• _Task details_
Please print each record that follows precisely as it appears.

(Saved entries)
══════════

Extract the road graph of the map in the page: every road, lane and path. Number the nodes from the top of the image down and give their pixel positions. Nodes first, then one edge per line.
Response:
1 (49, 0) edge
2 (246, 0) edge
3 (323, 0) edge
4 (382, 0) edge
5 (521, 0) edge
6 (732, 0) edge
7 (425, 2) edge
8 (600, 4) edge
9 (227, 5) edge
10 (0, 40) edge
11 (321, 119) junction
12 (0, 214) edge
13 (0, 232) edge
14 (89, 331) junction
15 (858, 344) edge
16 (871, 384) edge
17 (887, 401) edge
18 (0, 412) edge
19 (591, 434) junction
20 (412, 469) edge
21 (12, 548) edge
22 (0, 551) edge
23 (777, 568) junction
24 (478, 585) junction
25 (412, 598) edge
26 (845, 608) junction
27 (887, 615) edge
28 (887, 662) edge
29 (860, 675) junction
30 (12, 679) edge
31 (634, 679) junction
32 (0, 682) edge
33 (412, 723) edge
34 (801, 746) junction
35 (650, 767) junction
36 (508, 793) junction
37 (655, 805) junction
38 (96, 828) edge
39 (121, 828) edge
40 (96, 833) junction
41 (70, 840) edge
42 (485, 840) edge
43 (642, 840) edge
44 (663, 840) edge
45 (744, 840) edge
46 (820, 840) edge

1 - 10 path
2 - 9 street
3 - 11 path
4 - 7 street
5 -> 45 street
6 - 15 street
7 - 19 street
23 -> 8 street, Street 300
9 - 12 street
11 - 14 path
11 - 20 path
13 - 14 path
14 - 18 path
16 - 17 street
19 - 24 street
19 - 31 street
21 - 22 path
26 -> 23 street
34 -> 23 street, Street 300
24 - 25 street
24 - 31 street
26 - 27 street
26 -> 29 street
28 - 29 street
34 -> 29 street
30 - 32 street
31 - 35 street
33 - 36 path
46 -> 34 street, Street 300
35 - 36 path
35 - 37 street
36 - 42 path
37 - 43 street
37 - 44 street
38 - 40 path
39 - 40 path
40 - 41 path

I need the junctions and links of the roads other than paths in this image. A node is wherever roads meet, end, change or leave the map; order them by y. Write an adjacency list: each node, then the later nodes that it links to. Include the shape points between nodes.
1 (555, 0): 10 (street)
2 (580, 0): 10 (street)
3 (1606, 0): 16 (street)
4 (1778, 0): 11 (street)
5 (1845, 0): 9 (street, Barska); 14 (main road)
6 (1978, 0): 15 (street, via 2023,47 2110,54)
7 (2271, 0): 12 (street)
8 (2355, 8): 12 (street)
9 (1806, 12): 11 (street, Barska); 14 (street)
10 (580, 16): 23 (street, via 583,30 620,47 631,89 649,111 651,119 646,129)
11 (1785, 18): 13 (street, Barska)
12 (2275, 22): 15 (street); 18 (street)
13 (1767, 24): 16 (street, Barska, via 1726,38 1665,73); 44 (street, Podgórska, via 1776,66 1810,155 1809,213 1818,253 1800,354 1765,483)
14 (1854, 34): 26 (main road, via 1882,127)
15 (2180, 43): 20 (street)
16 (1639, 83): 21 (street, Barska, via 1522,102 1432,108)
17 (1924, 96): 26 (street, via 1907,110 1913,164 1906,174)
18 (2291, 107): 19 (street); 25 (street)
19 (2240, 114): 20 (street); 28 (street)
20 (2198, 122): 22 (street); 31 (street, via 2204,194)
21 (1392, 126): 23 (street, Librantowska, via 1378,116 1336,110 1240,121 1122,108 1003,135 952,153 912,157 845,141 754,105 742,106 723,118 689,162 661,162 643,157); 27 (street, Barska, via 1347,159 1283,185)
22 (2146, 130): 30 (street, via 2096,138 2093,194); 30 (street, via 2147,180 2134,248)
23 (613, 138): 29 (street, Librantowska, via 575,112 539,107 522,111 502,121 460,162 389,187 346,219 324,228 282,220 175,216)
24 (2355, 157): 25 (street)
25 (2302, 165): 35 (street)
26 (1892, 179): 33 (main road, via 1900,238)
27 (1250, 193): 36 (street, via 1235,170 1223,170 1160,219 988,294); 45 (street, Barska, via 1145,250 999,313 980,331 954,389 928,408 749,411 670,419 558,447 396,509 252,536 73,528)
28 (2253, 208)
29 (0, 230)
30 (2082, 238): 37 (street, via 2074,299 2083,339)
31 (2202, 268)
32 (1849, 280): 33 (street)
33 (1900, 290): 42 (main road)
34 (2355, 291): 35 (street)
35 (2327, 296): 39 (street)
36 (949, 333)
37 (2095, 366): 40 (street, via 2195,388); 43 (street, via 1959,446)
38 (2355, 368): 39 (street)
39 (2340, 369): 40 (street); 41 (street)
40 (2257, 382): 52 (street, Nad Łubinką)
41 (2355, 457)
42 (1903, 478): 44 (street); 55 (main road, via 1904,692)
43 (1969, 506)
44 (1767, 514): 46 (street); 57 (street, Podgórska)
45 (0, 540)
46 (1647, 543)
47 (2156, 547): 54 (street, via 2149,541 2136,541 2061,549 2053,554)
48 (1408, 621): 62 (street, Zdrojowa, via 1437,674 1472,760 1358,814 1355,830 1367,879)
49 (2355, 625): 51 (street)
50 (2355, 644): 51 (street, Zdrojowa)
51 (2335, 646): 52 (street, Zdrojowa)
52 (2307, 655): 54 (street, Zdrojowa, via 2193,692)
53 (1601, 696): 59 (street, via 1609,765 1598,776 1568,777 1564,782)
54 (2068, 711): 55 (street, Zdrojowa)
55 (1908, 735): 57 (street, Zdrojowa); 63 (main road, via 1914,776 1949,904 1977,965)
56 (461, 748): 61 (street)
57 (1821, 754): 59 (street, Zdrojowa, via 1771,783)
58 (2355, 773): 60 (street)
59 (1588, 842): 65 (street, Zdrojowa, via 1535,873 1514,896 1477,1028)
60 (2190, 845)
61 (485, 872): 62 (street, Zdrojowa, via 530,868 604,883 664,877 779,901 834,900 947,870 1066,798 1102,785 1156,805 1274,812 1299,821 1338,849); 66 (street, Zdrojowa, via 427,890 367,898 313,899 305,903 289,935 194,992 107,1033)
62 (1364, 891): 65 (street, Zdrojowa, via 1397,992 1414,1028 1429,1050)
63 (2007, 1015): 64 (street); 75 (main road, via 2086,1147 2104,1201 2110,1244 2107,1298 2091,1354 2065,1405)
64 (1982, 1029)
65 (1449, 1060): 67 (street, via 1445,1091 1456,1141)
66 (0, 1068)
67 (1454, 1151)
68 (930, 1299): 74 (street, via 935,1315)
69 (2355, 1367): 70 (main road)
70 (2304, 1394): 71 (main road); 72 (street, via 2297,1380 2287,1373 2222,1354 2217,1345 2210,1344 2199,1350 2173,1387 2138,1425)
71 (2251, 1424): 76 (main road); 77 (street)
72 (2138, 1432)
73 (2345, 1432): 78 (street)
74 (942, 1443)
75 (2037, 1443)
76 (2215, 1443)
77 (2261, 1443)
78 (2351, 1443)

══════════

• _Response for this exercise_
Extract the road graph of the map in the page: every road, lane and path. Number the nodes from the top of the image down and give their pixel positions. Nodes first, then one edge per line.
Response:
1 (49, 0) edge
2 (246, 0) edge
3 (323, 0) edge
4 (382, 0) edge
5 (521, 0) edge
6 (732, 0) edge
7 (425, 2) edge
8 (600, 4) edge
9 (227, 5) edge
10 (0, 40) edge
11 (321, 119) junction
12 (0, 214) edge
13 (0, 232) edge
14 (89, 331) junction
15 (858, 344) edge
16 (871, 384) edge
17 (887, 401) edge
18 (0, 412) edge
19 (591, 434) junction
20 (412, 469) edge
21 (12, 548) edge
22 (0, 551) edge
23 (777, 568) junction
24 (478, 585) junction
25 (412, 598) edge
26 (845, 608) junction
27 (887, 615) edge
28 (887, 662) edge
29 (860, 675) junction
30 (12, 679) edge
31 (634, 679) junction
32 (0, 682) edge
33 (412, 723) edge
34 (801, 746) junction
35 (650, 767) junction
36 (508, 793) junction
37 (655, 805) junction
38 (96, 828) edge
39 (121, 828) edge
40 (96, 833) junction
41 (70, 840) edge
42 (485, 840) edge
43 (642, 840) edge
44 (663, 840) edge
45 (744, 840) edge
46 (820, 840) edge

1 - 10 path
2 - 9 street
3 - 11 path
4 - 7 street
5 -> 45 street
6 - 15 street
7 - 19 street
23 -> 8 street, Street 300
9 - 12 street
11 - 14 path
11 - 20 path
13 - 14 path
14 - 18 path
16 - 17 street
19 - 24 street
19 - 31 street
21 - 22 path
26 -> 23 street
34 -> 23 street, Street 300
24 - 25 street
24 - 31 street
26 - 27 street
26 -> 29 street
28 - 29 street
34 -> 29 street
30 - 32 street
31 - 35 street
33 - 36 path
46 -> 34 street, Street 300
35 - 36 path
35 - 37 street
36 - 42 path
37 - 43 street
37 - 44 street
38 - 40 path
39 - 40 path
40 - 41 path

I need the junctions and links of the roads other than paths in this image. A node is wherever roads meet, end, change or leave the map; order them by y. Write an adjacency list: each node, then the later nodes that it links to. Include the shape points between nodes.
1 (555, 0): 10 (street)
2 (580, 0): 10 (street)
3 (1606, 0): 16 (street)
4 (1778, 0): 11 (street)
5 (1845, 0): 9 (street, Barska); 14 (main road)
6 (1978, 0): 15 (street, via 2023,47 2110,54)
7 (2271, 0): 12 (street)
8 (2355, 8): 12 (street)
9 (1806, 12): 11 (street, Barska); 14 (street)
10 (580, 16): 23 (street, via 583,30 620,47 631,89 649,111 651,119 646,129)
11 (1785, 18): 13 (street, Barska)
12 (2275, 22): 15 (street); 18 (street)
13 (1767, 24): 16 (street, Barska, via 1726,38 1665,73); 44 (street, Podgórska, via 1776,66 1810,155 1809,213 1818,253 1800,354 1765,483)
14 (1854, 34): 26 (main road, via 1882,127)
15 (2180, 43): 20 (street)
16 (1639, 83): 21 (street, Barska, via 1522,102 1432,108)
17 (1924, 96): 26 (street, via 1907,110 1913,164 1906,174)
18 (2291, 107): 19 (street); 25 (street)
19 (2240, 114): 20 (street); 28 (street)
20 (2198, 122): 22 (street); 31 (street, via 2204,194)
21 (1392, 126): 23 (street, Librantowska, via 1378,116 1336,110 1240,121 1122,108 1003,135 952,153 912,157 845,141 754,105 742,106 723,118 689,162 661,162 643,157); 27 (street, Barska, via 1347,159 1283,185)
22 (2146, 130): 30 (street, via 2096,138 2093,194); 30 (street, via 2147,180 2134,248)
23 (613, 138): 29 (street, Librantowska, via 575,112 539,107 522,111 502,121 460,162 389,187 346,219 324,228 282,220 175,216)
24 (2355, 157): 25 (street)
25 (2302, 165): 35 (street)
26 (1892, 179): 33 (main road, via 1900,238)
27 (1250, 193): 36 (street, via 1235,170 1223,170 1160,219 988,294); 45 (street, Barska, via 1145,250 999,313 980,331 954,389 928,408 749,411 670,419 558,447 396,509 252,536 73,528)
28 (2253, 208)
29 (0, 230)
30 (2082, 238): 37 (street, via 2074,299 2083,339)
31 (2202, 268)
32 (1849, 280): 33 (street)
33 (1900, 290): 42 (main road)
34 (2355, 291): 35 (street)
35 (2327, 296): 39 (street)
36 (949, 333)
37 (2095, 366): 40 (street, via 2195,388); 43 (street, via 1959,446)
38 (2355, 368): 39 (street)
39 (2340, 369): 40 (street); 41 (street)
40 (2257, 382): 52 (street, Nad Łubinką)
41 (2355, 457)
42 (1903, 478): 44 (street); 55 (main road, via 1904,692)
43 (1969, 506)
44 (1767, 514): 46 (street); 57 (street, Podgórska)
45 (0, 540)
46 (1647, 543)
47 (2156, 547): 54 (street, via 2149,541 2136,541 2061,549 2053,554)
48 (1408, 621): 62 (street, Zdrojowa, via 1437,674 1472,760 1358,814 1355,830 1367,879)
49 (2355, 625): 51 (street)
50 (2355, 644): 51 (street, Zdrojowa)
51 (2335, 646): 52 (street, Zdrojowa)
52 (2307, 655): 54 (street, Zdrojowa, via 2193,692)
53 (1601, 696): 59 (street, via 1609,765 1598,776 1568,777 1564,782)
54 (2068, 711): 55 (street, Zdrojowa)
55 (1908, 735): 57 (street, Zdrojowa); 63 (main road, via 1914,776 1949,904 1977,965)
56 (461, 748): 61 (street)
57 (1821, 754): 59 (street, Zdrojowa, via 1771,783)
58 (2355, 773): 60 (street)
59 (1588, 842): 65 (street, Zdrojowa, via 1535,873 1514,896 1477,1028)
60 (2190, 845)
61 (485, 872): 62 (street, Zdrojowa, via 530,868 604,883 664,877 779,901 834,900 947,870 1066,798 1102,785 1156,805 1274,812 1299,821 1338,849); 66 (street, Zdrojowa, via 427,890 367,898 313,899 305,903 289,935 194,992 107,1033)
62 (1364, 891): 65 (street, Zdrojowa, via 1397,992 1414,1028 1429,1050)
63 (2007, 1015): 64 (street); 75 (main road, via 2086,1147 2104,1201 2110,1244 2107,1298 2091,1354 2065,1405)
64 (1982, 1029)
65 (1449, 1060): 67 (street, via 1445,1091 1456,1141)
66 (0, 1068)
67 (1454, 1151)
68 (930, 1299): 74 (street, via 935,1315)
69 (2355, 1367): 70 (main road)
70 (2304, 1394): 71 (main road); 72 (street, via 2297,1380 2287,1373 2222,1354 2217,1345 2210,1344 2199,1350 2173,1387 2138,1425)
71 (2251, 1424): 76 (main road); 77 (street)
72 (2138, 1432)
73 (2345, 1432): 78 (street)
74 (942, 1443)
75 (2037, 1443)
76 (2215, 1443)
77 (2261, 1443)
78 (2351, 1443)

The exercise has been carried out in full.